__Aim of the task__
Print the records below exactly, starting at the first line and stopping after the line that contains "filter:drop-shadow(2px 0 #2b2b2b)". Leave out any pictures.

+ + + + + + +

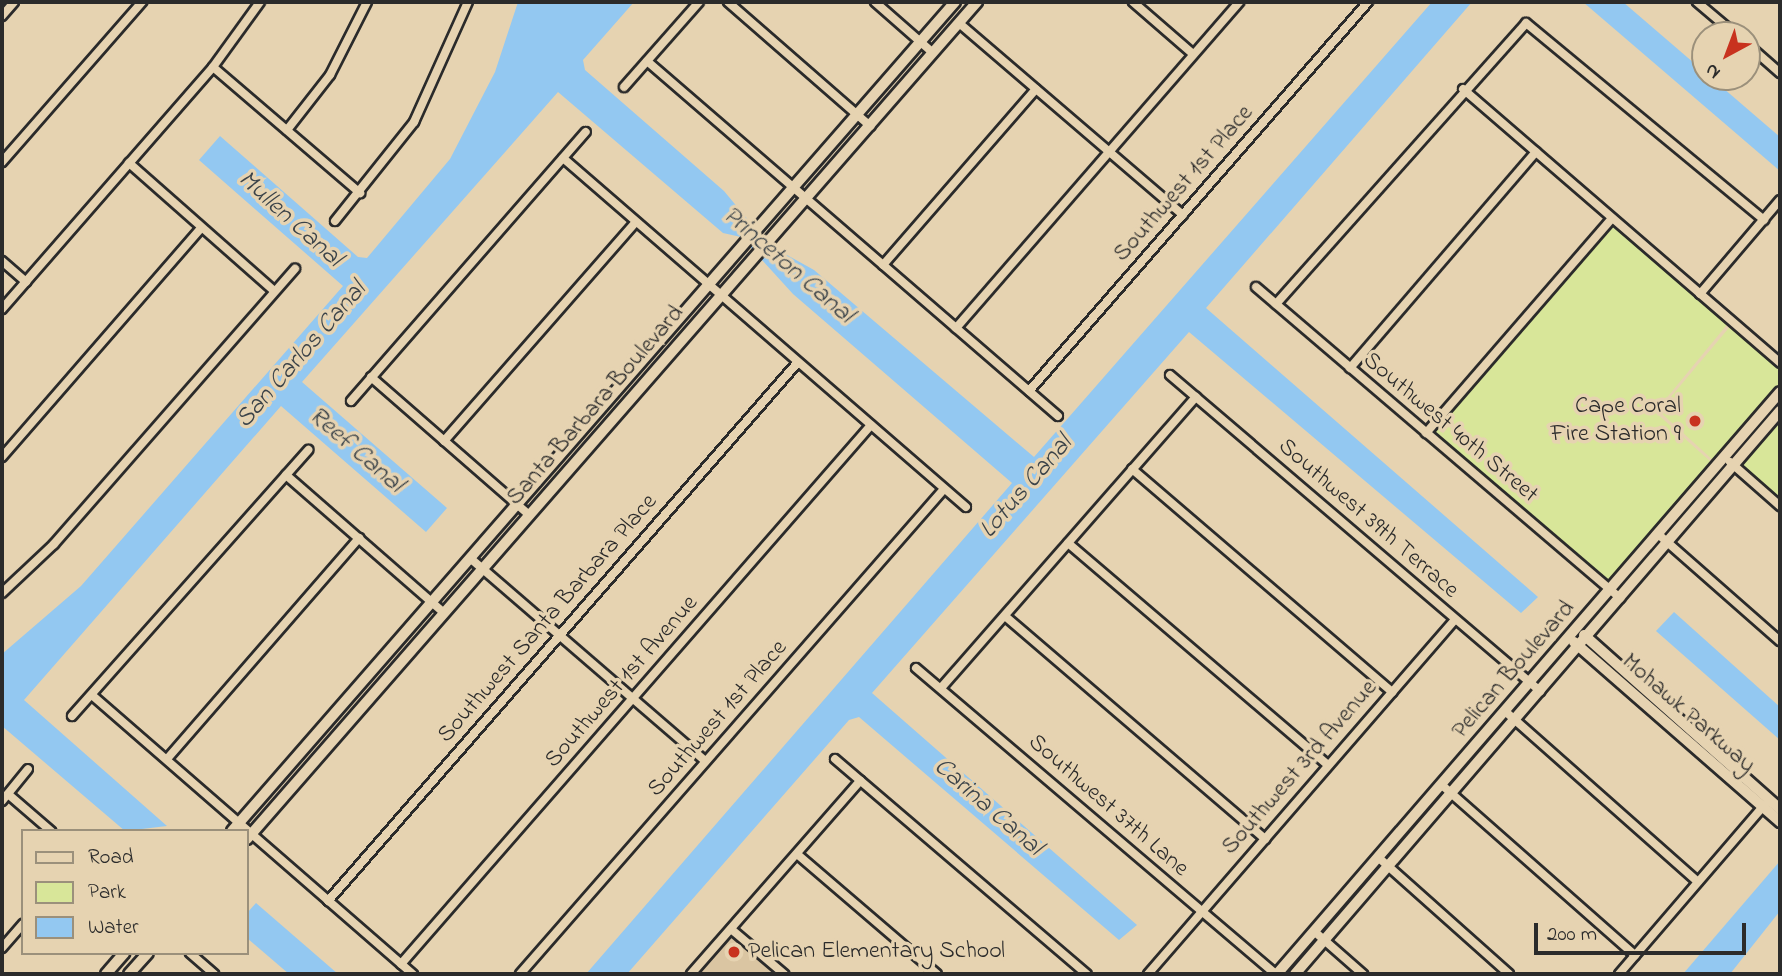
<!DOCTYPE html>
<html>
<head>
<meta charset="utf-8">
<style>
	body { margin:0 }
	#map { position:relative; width:1782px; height:976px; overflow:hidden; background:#e6d3b1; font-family:"Indie Flower",sans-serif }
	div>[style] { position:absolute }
	.built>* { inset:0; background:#dac5a2 }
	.green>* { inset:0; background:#d8e699 }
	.water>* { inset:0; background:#93c8f1 }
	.roads { filter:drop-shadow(2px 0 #2b2b2b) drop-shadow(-2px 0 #2b2b2b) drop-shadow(0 2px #2b2b2b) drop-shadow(0 -2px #2b2b2b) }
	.street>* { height:8px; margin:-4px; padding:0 4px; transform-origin:4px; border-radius:4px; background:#e6d3b1 }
	.secondary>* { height:10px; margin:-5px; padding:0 5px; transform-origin:5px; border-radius:5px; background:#e6d3b1 }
	.dots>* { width:19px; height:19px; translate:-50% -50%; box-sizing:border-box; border:4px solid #e6d3b1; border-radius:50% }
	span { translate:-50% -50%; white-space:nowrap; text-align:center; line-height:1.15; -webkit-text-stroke:7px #e6d3b1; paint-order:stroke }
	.street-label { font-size:24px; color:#2b2b2b }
	.poi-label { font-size:24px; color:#2b2b2b }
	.right { translate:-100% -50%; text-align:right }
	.left { translate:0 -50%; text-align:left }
	.water-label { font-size:26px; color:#3b4349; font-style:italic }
	.frame { position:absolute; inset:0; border:4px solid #2b2b2b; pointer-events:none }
	.legend { position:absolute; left:21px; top:829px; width:228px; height:126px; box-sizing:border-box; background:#e6d3b1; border:2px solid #9b907b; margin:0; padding:9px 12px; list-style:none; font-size:21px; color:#2b2b2b }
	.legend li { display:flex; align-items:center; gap:14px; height:35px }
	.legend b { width:35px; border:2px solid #9b907b }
	.north { position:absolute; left:1691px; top:21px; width:70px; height:70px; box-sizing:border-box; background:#e6d3b1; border:2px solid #9b907b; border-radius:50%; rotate:221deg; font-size:19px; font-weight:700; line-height:28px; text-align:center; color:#2b2b2b }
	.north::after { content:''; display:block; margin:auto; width:24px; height:32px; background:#c8321e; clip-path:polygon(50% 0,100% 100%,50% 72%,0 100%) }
	.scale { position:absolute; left:1534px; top:923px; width:212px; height:32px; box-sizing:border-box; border:4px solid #2b2b2b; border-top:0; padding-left:9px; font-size:21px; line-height:24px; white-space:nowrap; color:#2b2b2b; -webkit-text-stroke:5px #e6d3b1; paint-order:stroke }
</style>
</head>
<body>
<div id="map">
	<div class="built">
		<i style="clip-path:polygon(731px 929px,783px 974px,692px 974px)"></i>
	</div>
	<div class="green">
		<i style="clip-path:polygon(1612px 218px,1730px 321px,1655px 412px,1711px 462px,1605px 585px,1426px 433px)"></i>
		<i style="clip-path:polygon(1733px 323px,1780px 364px,1780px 386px,1714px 461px,1659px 411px)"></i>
		<i style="clip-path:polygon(1780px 421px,1780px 506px,1739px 469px)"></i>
	</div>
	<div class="water">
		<i style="clip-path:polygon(518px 2px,634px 2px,583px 60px,585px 70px,724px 191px,769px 245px,814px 270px,1034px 457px,1432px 2px,1472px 2px,1206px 308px,1538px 597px,1521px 613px,1189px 332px,872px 693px,1137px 925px,1119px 940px,859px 717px,849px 720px,627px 974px,586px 974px,1012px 483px,793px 294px,741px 237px,723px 233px,558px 92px,302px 382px,447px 508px,426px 532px,281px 406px,24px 700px,167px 826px,125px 831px,2px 726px,2px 654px,81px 586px,343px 286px,199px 160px,220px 136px,358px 257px,367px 258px,450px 159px,495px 72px)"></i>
		<i style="clip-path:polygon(1583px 2px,1623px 2px,1780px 137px,1780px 171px)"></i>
		<i style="clip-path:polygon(1674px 612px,1780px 707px,1780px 740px,1656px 631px)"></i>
		<i style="clip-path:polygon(1780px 861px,1780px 911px,1730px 974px,1683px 974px)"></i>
		<i style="clip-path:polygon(256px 903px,338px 974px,289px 974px,247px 938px,247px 913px)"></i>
	</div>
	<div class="roads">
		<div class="street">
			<i style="left:728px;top:2px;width:189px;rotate:41.1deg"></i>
			<i style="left:875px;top:2px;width:77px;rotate:41.3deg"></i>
			<i style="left:1133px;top:2px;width:79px;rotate:40.9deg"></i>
			<i style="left:1697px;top:2px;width:51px;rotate:40.2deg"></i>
			<i style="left:2px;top:16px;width:18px;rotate:-49deg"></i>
			<i style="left:959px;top:23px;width:295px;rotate:40.6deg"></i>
			<i style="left:1747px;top:44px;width:44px;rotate:41.3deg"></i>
			<i style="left:647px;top:61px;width:543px;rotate:40.82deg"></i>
			<i style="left:213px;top:67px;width:194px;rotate:40.6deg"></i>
			<i style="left:624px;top:87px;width:113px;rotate:-48.6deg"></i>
			<i style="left:1463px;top:89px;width:419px;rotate:40.8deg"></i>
			<i style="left:287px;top:130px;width:70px;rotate:-52deg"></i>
			<i style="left:330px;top:75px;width:82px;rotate:-63.1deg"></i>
			<i style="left:563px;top:158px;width:533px;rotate:40.89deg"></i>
			<i style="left:2px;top:162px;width:213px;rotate:-48.8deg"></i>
			<i style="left:129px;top:163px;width:193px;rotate:41.4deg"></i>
			<i style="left:335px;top:221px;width:127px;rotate:-51.4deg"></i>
			<i style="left:414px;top:122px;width:132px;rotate:-65.8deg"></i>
			<i style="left:2px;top:261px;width:32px;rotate:41deg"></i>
			<i style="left:883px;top:265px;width:233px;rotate:-49deg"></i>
			<i style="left:1256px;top:287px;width:479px;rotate:40.5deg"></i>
			<i style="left:1700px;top:294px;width:123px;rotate:-49.6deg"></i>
			<i style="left:1276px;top:304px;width:376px;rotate:-48.3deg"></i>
			<i style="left:1526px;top:23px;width:309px;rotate:39.6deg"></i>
			<i style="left:2px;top:309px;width:321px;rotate:-48.9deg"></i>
			<i style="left:213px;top:67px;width:80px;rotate:-54.1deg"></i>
			<i style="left:956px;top:328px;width:432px;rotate:-49deg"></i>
			<i style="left:1350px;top:368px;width:285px;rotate:-49.3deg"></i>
			<i style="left:1170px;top:375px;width:487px;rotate:40.5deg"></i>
			<i style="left:371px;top:377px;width:210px;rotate:41.1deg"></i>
			<i style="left:1029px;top:391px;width:516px;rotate:-48.93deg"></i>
			<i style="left:351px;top:401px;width:357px;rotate:-48.9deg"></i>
			<i style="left:1426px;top:433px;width:284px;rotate:-49.1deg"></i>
			<i style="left:444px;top:441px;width:291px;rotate:-48.8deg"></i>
			<i style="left:2px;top:457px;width:303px;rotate:-49deg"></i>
			<i style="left:1730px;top:462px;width:67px;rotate:41.3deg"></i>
			<i style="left:1132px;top:469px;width:343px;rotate:40.6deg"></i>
			<i style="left:286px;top:475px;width:210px;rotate:41.1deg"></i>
			<i style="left:1658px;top:534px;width:162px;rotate:41.3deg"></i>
			<i style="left:1068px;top:543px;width:342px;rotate:40.5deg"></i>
			<i style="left:470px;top:558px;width:311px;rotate:40.8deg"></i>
			<i style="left:2px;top:593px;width:71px;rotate:-43.3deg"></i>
			<i style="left:54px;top:544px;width:366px;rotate:-48.8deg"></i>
			<i style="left:1005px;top:616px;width:343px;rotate:40.6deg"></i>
			<i style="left:916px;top:668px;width:472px;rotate:40.4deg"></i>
			<i style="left:941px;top:688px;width:387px;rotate:-48.8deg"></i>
			<i style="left:93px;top:696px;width:424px;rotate:41deg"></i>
			<i style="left:1506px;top:712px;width:256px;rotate:41.5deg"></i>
			<i style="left:72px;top:716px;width:356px;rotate:-48.4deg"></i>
			<i style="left:167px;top:759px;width:293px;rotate:-49deg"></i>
			<i style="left:835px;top:759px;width:331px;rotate:40.5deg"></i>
			<i style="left:1443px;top:786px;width:256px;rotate:41.4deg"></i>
			<i style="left:8px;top:794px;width:57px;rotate:40.7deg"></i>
			<i style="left:2px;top:801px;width:41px;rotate:-50.9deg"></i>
			<i style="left:797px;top:854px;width:184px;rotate:40.6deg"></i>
			<i style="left:1379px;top:858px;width:174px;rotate:41.7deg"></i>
			<i style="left:328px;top:901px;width:715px;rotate:-48.91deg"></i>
			<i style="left:731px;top:929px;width:70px;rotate:40.3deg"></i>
			<i style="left:1315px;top:932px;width:64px;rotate:41.2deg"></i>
			<i style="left:2px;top:948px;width:32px;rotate:-49deg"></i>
			<i style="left:190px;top:953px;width:32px;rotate:41deg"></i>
			<i style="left:401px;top:964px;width:715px;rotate:-48.91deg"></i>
			<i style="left:520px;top:974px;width:644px;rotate:-48.84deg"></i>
			<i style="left:691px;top:974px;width:257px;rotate:-48.8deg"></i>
			<i style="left:1148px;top:974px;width:469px;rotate:-49.1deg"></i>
			<i style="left:1619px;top:974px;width:224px;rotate:-49.3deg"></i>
		</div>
		<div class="secondary">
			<i style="left:1584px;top:635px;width:262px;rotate:41.6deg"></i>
			<i style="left:1574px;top:642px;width:274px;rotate:41.1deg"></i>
			<i style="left:232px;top:831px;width:1100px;rotate:-48.91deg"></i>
			<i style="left:247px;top:839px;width:1111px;rotate:-48.91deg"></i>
			<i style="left:106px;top:974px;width:28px;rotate:-49deg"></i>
			<i style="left:129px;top:974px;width:28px;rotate:-48deg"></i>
			<i style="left:1277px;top:974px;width:769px;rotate:-49.16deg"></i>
			<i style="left:1295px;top:974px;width:743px;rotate:-49.26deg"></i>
		</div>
	</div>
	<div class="dots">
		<i style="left:1695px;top:421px;background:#c8321e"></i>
		<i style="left:734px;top:952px;background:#c8321e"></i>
	</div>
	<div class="street-label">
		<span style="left:1184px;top:184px;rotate:-49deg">Southwest 1st Place</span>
		<span style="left:596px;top:406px;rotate:-49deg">Santa Barbara Boulevard</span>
		<span style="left:1450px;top:428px;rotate:40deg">Southwest 40th Street</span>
		<span style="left:1368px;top:519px;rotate:41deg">Southwest 39th Terrace</span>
		<span style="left:548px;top:619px;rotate:-49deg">Southwest Santa Barbara Place</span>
		<span style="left:1514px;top:670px;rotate:-49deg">Pelican Boulevard</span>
		<span style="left:622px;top:682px;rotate:-49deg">Southwest 1st Avenue</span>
		<span style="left:1688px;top:714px;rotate:41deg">Mohawk Parkway</span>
		<span style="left:718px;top:719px;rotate:-49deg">Southwest 1st Place</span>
		<span style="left:1300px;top:768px;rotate:-49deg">Southwest 3rd Avenue</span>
		<span style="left:1108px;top:806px;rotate:41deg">Southwest 37th Lane</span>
	</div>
	<div class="poi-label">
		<span class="right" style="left:1681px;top:421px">Cape Coral<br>Fire Station 9</span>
		<span class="left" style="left:748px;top:952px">Pelican Elementary School</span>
	</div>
	<div class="water-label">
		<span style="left:289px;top:220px;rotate:42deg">Mullen Canal</span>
		<span style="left:787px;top:266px;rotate:41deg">Princeton Canal</span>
		<span style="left:302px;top:356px;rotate:-49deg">San Carlos Canal</span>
		<span style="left:355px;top:451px;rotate:41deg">Reef Canal</span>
		<span style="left:1027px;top:488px;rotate:-49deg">Lotus Canal</span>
		<span style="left:987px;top:808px;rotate:41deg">Carina Canal</span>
	</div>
	<div class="frame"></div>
	<ul class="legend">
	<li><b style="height:9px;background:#e6d3b1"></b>Road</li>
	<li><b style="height:19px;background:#d8e699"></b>Park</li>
	<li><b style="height:19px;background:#93c8f1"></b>Water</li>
	</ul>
	<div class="north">N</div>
	<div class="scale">200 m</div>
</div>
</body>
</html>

+ + + + + + +

__Written response__
<!DOCTYPE html>
<html>
<head>
<meta charset="utf-8">
<style>
	body { margin:0 }
	#map { position:relative; width:1782px; height:976px; overflow:hidden; background:#e6d3b1; font-family:"Indie Flower",sans-serif }
	div>[style] { position:absolute }
	.built>* { inset:0; background:#dac5a2 }
	.green>* { inset:0; background:#d8e699 }
	.water>* { inset:0; background:#93c8f1 }
	.roads { filter:drop-shadow(2px 0 #2b2b2b) drop-shadow(-2px 0 #2b2b2b) drop-shadow(0 2px #2b2b2b) drop-shadow(0 -2px #2b2b2b) }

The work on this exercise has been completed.